For an investment of 22 a head, including labour, dairy producers could be making more from purebred bull calves, as some rearers are willing to pay considerably more than the market average price.
That’s the view of companies involved in the Dairy Beef Initiative launched at the Dairy Event, which aims to encourage milk producers to rear more black-and-white bull calves.
David Neville of Volac International said these bulls can produce quality meat, but up to 500,000 are being disposed of – incurring disposal costs.
These could be tagged, bedded and fed colostrum, milk replacer, and concentrate for about 9 and labour at 10 mins a day up to 12 days old would be worth about 13, according to Volac calculations.

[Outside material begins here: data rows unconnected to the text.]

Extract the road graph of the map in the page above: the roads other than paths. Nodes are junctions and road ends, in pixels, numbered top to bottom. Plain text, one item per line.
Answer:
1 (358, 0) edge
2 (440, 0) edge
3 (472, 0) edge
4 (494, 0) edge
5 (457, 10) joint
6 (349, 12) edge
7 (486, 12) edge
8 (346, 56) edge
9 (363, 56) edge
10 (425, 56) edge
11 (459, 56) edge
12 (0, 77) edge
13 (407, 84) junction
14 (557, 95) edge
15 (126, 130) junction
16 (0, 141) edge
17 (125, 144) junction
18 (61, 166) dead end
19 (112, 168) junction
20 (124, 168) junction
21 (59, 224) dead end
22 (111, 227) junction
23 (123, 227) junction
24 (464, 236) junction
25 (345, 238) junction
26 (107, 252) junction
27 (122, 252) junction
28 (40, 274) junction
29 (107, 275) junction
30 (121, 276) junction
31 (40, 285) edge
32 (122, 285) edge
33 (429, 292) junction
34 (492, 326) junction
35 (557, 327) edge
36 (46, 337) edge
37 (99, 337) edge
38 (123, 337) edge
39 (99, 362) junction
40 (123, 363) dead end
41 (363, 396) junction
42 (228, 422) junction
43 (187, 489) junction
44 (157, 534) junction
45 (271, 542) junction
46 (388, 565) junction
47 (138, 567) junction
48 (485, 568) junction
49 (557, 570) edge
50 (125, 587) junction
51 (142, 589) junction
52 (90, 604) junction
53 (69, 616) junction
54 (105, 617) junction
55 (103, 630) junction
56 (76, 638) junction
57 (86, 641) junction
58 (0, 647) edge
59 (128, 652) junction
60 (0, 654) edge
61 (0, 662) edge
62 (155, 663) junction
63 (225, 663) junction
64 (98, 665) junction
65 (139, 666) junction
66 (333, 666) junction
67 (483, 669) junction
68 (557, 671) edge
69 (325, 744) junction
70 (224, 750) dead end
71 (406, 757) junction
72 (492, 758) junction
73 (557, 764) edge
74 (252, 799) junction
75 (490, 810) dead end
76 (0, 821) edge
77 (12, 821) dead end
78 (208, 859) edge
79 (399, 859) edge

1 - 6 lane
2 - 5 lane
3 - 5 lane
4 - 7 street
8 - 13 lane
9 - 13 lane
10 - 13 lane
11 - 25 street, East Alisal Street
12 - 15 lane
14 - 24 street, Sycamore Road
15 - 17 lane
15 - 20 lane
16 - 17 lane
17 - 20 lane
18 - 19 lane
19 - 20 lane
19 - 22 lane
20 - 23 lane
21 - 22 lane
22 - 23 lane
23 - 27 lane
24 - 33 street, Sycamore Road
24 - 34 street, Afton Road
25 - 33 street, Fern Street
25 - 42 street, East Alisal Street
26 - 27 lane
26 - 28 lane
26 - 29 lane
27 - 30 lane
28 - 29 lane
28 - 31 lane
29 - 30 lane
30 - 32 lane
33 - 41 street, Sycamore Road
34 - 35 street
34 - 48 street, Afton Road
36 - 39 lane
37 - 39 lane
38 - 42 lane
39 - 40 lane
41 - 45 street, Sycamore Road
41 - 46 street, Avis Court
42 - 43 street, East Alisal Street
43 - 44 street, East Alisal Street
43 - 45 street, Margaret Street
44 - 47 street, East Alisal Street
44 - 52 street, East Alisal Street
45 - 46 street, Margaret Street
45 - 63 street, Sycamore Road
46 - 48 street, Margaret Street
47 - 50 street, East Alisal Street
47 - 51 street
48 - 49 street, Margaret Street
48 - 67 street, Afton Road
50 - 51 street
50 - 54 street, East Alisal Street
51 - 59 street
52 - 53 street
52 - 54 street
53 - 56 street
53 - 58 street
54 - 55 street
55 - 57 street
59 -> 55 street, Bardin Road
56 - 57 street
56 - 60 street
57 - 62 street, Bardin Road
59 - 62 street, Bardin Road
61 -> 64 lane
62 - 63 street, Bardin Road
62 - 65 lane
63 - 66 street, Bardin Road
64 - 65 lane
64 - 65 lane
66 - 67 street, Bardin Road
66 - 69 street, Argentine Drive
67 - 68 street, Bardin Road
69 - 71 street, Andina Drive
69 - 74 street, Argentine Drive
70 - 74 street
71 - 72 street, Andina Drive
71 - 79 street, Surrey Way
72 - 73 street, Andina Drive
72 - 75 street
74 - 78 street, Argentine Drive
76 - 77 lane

While the total of 22 is lower than the average market price for bulls, many rearers will pay considerably more, said Hermann Schwaezler of Beef Production Systems – one of the initiatives’ calf rearers.
Professional rearers with scale can rear such calves profitably.
He reckoned this meant rearing 1500 plus calves a year with one person on an all-in, all out system.
But the calves must be well cared for in this early period, said Mr Schwaezler.
“Rearers are not interested in a cheap calf, we are spending more on 12 weeks rearing than the cost of the animal.
We need an animal that can perform. Good health allows us to take them through, so they need colostrum.”
This must be for a minimum of two days, preferably three, explained Mr Neville.
Then calves should be fed on a teat-based system until selling to a rearer at 10-14 days old.
He also advised dressing navels within 24 hours, not marketing calves with any sign of scours, ensuring double tags were carefully fitted and animals were registered promptly with the British Cattle Movement Service.
It was also useful to tell rearers if calves’ dams had received any vaccinations.